Disney's Moana resists this social inertia and its mantra, "tradition is our mission", on her Polynesian island.  She finds herself yearning for years to know what lies beyond the reef, the line islanders have been forbidden to cross. Her gut-level push back against the ways things have always been can remind the church of its own tendency toward institutional survival over and above, at times, the pursuit of its real mission: "to restore all people to unity with God and each other in Christ"  (The Book of Common Prayer, p.855).

In an important turning point early in the movie, Gramma Tala reveals a cave to Moana that contains the boats of her "wayfinding" ancestors.  "We're voyagers!" she exclaims in surprise.  I experienced a similar moment of interest and wonder when hearing the newly elected (Episcopal) Presiding Bishop Michael Curry's paraphrase of Jesus' suggestion to Peter as he held his empty nets: Go to where the fish are -- don't wait for them to come to you!  In other words, there is a going out movement and seeking approach to the Christian life that is not an ancillary activity but central to our Christian identity as missionaries, not churchgoers.

Of course, church going is becoming less popular of a pastime today, anyway, given the ways society has changed over the past several decades.  Such an external threat, much like the encroaching darkness in Moana, may very well serve as the impetus that invites us to claim once again our missionary mantles.

And God knows missionaries are needed to share the good news in this place and in this time!  This Sunday's lectionary includes Paul's evangelical antics in Athens, a city crammed with idols and a made up of a citizenry confused by its own hyper-religiosity.  In a way, Athens then isn't so different from America today -- so accustomed to and distracted by the next best consumer product or political scandal that as a people we're losing our moral compass and our spiritual grounding in God.

Who did God create us to be as Christians?  Churchgoers...or missionaries?  Even though our churches are beautiful and we love the people there and the food is wonderful and we leave feeling well fed we leave every week any way.  We leave because we have a mission, a purpose, that God calls us to out in the world, beyond the reef, beyond the church doors.  That mission is to look for God’s work around us and point it out to our family and friends and neighbors and coworkers, so they’ll be curious about God and search for God, too.  And when it’s time we know the way home because we remember who we are -- children loved by God.  So our island, our church, becomes a place of safety and comfort and refuge between our voyages into the world where we, with courage and boldness, notice God at work and point those moments of glory out to all who would hear us.
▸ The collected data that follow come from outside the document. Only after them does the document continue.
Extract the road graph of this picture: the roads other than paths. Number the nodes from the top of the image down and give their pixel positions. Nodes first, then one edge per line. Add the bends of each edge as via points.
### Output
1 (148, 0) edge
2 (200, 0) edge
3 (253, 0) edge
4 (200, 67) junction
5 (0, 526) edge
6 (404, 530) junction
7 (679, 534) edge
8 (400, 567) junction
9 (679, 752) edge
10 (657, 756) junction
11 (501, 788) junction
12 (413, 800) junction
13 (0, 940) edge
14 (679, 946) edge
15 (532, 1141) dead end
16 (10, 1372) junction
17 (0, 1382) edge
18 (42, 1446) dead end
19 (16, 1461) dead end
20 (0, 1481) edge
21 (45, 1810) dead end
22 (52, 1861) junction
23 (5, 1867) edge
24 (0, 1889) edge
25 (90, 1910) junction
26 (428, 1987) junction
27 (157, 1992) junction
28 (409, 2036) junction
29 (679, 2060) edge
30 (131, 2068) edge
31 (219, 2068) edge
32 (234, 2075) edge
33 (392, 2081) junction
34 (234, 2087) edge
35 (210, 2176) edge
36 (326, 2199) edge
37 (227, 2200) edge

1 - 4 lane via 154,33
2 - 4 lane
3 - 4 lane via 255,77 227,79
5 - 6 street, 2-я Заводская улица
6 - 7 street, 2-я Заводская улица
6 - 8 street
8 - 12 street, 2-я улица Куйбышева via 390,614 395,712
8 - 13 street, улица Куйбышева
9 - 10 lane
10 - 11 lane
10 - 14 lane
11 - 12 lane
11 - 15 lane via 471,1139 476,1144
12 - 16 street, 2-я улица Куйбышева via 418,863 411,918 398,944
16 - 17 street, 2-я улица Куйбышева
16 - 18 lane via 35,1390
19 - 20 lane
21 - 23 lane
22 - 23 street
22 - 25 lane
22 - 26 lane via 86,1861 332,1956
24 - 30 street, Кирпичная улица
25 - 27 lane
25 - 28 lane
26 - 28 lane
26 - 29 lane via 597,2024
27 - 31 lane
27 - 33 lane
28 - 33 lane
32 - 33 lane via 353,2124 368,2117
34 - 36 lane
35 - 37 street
This is not easy work, and most of us haven't had much practice as "wayfinders," as missionaries.  I think the "Parable of the Life-Saving Station" can be a helpful conversation starter within our churches, but without the need to dwell much on the depressing ending.  Since fewer and fewer folks are depending upon church as a club with social cache, I think respectability is less our obstacle to mission then basic inertia and a lack of practice.

Let's begin then and experiment and fail and succeed in God's name -- and in the process reenergize ourselves as we claim again our Christian identity as missionaries.